If there is more of this music, I said, I think I shall stay. I love the sportsmen and the artists, and am glad they are going to have a good time. The weather promises well for them.
There was a little pause, and then a strain of perfect jubilation came leaping along the wire, like the flying song of the bobolink over tracts of blowing clover and apple-blossoms. I expected something very rare,—a strain of poetry at least. It was only this:—"Mr. Grimkins, Sir, we shall expect rooms for the bridal party at your hotel, on the side overlooking the lake, if possible. Yours, P. Simpkins."
Ah, I said, that's all Greek to me,—poor, lonely bachelor that I am! I wonder, by the way, if they ever wrote their love-letters by telegraph.—But what is this coming? I am clearly getting back to my normal condition:—"Miss Polly Wogg wishes to say that she has been unable to procure the silk for Mrs. Papillon for less than five dollars a yard."—Nonsense! I'm not in the dry-goods, nor millinery, nor young-lady department.
And here was another:—"I have found an excellent school for Adolphus in Birchville, near Mastersville Corners. Send him up without delay, with all the school-books you can find."
And another,—important, very:—"I find that 'One touch of Nature makes the whole world kin' is in 'Troilus and Cressida.' Don't send the MS. without this correction."

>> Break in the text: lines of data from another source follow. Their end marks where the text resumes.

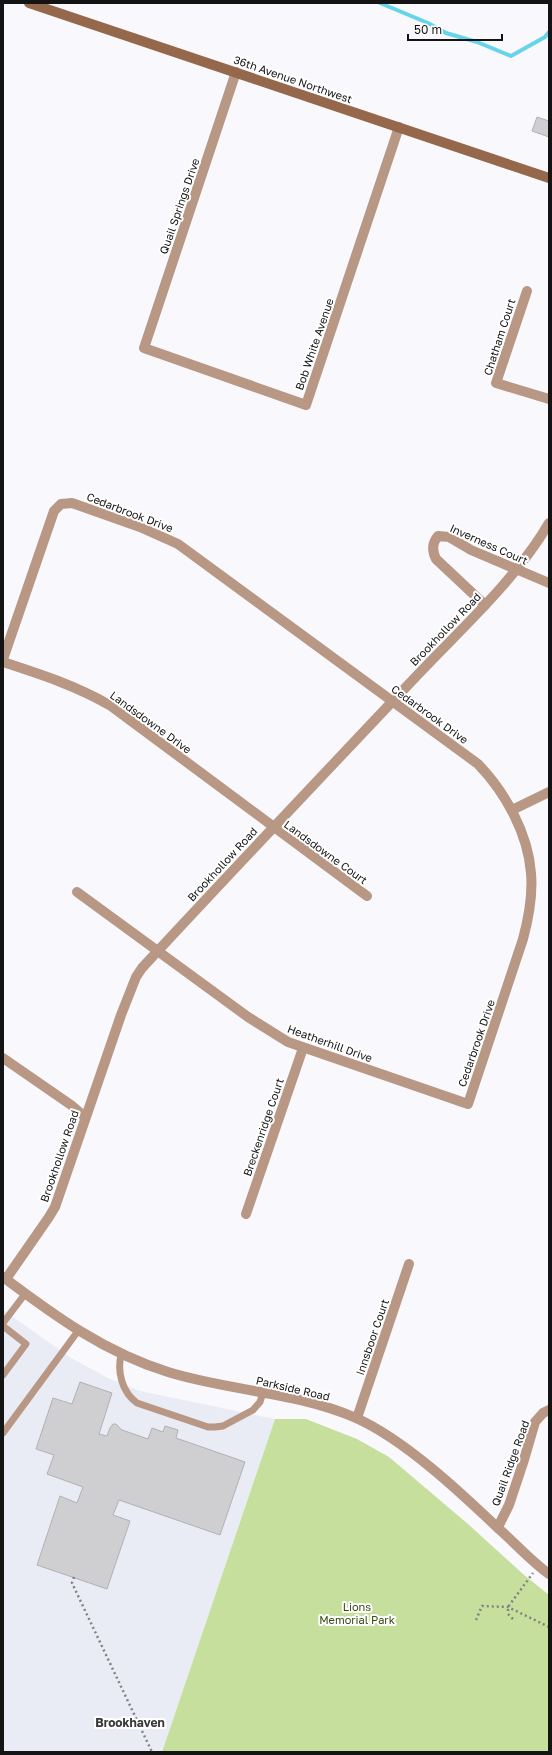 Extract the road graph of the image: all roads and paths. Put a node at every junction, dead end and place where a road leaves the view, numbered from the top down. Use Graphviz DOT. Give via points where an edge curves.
graph roads {
  1 [pos="29,3"];
  2 [pos="236,72"];
  3 [pos="400,127"];
  4 [pos="549,178"];
  5 [pos="527,291"];
  6 [pos="144,348"];
  7 [pos="549,399"];
  8 [pos="549,523"];
  9 [pos="515,569"];
  10 [pos="549,583"];
  11 [pos="485,605"];
  12 [pos="3,661"];
  13 [pos="392,702"];
  14 [pos="549,792"];
  15 [pos="512,810"];
  16 [pos="272,827"];
  17 [pos="77,892"];
  18 [pos="366,896"];
  19 [pos="158,951"];
  20 [pos="303,1048"];
  21 [pos="3,1058"];
  22 [pos="468,1104"];
  23 [pos="85,1117"];
  24 [pos="246,1214"];
  25 [pos="409,1264"];
  26 [pos="4,1278"];
  27 [pos="25,1294"];
  28 [pos="3,1325"];
  29 [pos="78,1332"];
  30 [pos="121,1355"];
  31 [pos="3,1375"];
  32 [pos="263,1393"];
  33 [pos="549,1410"];
  34 [pos="357,1418"];
  35 [pos="3,1433"];
  36 [pos="498,1528"];
  37 [pos="538,1566"];
  38 [pos="549,1574"];
  39 [pos="74,1577"];
  40 [pos="508,1607"];
  41 [pos="513,1619"];
  42 [pos="476,1620"];
  43 [pos="549,1627"];
  44 [pos="152,1752"];
  1 -- 2 [label="main road, 36th Avenue Northwest"];
  2 -- 3 [label="main road, 36th Avenue Northwest"];
  2 -- 6 [label="street, Quail Springs Drive"];
  3 -- 4 [label="main road, 36th Avenue Northwest"];
  3 -- 6 [label="street, Bob White Avenue" via="306,405"];
  5 -- 7 [label="street, Chatham Court" via="496,383"];
  8 -- 9 [label="street, Brookhollow Road"];
  9 -- 10 [label="street, Inverness Court"];
  9 -- 11 [label="street, Brookhollow Road"];
  9 -- 11 [label="street, Inverness Court" via="470,550 449,537 438,536 435,539 433,552 436,559"];
  11 -- 13 [label="street, Brookhollow Road"];
  12 -- 13 [label="street, Cedarbrook Drive" via="58,506 65,502 140,527 178,544"];
  12 -- 16 [label="street, Landsdowne Drive" via="62,682 111,706"];
  13 -- 15 [label="street, Cedarbrook Drive" via="478,764 502,793"];
  13 -- 16 [label="street, Brookhollow Road"];
  14 -- 15 [label="street"];
  15 -- 22 [label="street, Cedarbrook Drive" via="526,847 531,871 531,902 523,940"];
  16 -- 18 [label="street, Landsdowne Court"];
  16 -- 19 [label="street, Brookhollow Road"];
  17 -- 19 [label="street, Heatherhill Drive"];
  19 -- 20 [label="street, Heatherhill Drive" via="265,1029"];
  19 -- 23 [label="street, Brookhollow Road" via="136,977 120,1015"];
  20 -- 22 [label="street, Heatherhill Drive"];
  20 -- 24 [label="street, Breckenridge Court"];
  21 -- 23 [label="street"];
  23 -- 26 [label="street, Brookhollow Road" via="52,1212"];
  25 -- 34 [label="street, Innsboor Court"];
  26 -- 27 [label="street, Parkside Road"];
  27 -- 28 [label="lane"];
  27 -- 29 [label="street, Parkside Road"];
  28 -- 31 [label="lane" via="26,1344"];
  29 -- 30 [label="street, Parkside Road"];
  29 -- 35 [label="lane"];
  30 -- 32 [label="street, Parkside Road" via="169,1372"];
  30 -- 32 [label="lane" via="120,1376 132,1399 137,1403 208,1427 223,1426 253,1410"];
  32 -- 34 [label="street, Parkside Road" via="313,1404"];
  33 -- 36 [label="street, Quail Ridge Road" via="535,1422 521,1470"];
  34 -- 36 [label="street, Parkside Road" via="398,1442"];
  36 -- 37 [label="street, Parkside Road"];
  37 -- 38 [label="street, Parkside Road"];
  37 -- 40 [label="path"];
  39 -- 44 [label="path" via="72,1583"];
  40 -- 41 [label="path" via="508,1614"];
  40 -- 42 [label="path" via="482,1606"];
  40 -- 43 [label="path"];
}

But what's this, accompanied with a long, low whistle?—"The cars have run off the track at Breakneck Hollow. Back your engine and wait for further orders."
We are getting into the minor key again, I thought. Listen!—"Mr. S. died last night. You must be here to-morrow, if possible, at the opening of the will."
Well, said I, I have had plenty of despatches, and have expended enough sympathy, for one night. I have been very mysteriously affected,—how, I can't exactly tell. But who will ever believe my evening's adventure? Who will not laugh at my pretended discovery? Even my cousin Moses will be incredulous. I shall be at least looked upon as a medium, and so settled.
And here allow me to remark,—Have you not observed how easily things apparently difficult and mysterious are arranged in the popular understanding by the use of certain stereotyped names applied to them? Only give a name to a wonder, or an unclassified phenomenon, or even an unsound notion, and you instantly clear away all the fog of mystery. Let an unprincipled fellow call his views Latitudinarianism or Longitudinarianism, he may, with a little adroitness, go for a respectable and consistent member of some sect. A filibuster may pass current under some such label as Political or Territorial Extensionist;—the name is a long, decent overcoat for his shabby ideas. So when wonderful phenomena in the nervous system are observed,—when tables are smashed by invisible hands,—when people see ghosts through stone walls, and know what is passing in the heart of Africa,—how easily you unlock your wardrobe of terms and clap on the back of every eccentric fact your ready-made phrase-coat,—Animal Magnetism, Biology, Odic Force, Optical Illusion, Second Sight, Spirits, and what not! It is a wonderful labor-saving and faith-saving process. People say, "Oh, is that all?" and pass on complacently. There are such explanatory labels to be met with everywhere. They save a deal of trouble. All the shops keep these overcoats,—shops ecclesiastical, medical, juridical, professional, political, social.
Now all I have to do is, not to go to the second-hand slop-shops for the phrase-coat I need for my naked discovery, but look for some unfamiliar robe,—some name more recherché, learned, and transcendental than my neighbors sport,—and then I shall pass muster. The classic togas seem to be the most imposing. The Germans, who weave their names out of their indigenous Saxon roots, are much too naïve. I will get a Greek Lexicon and set about it this very night.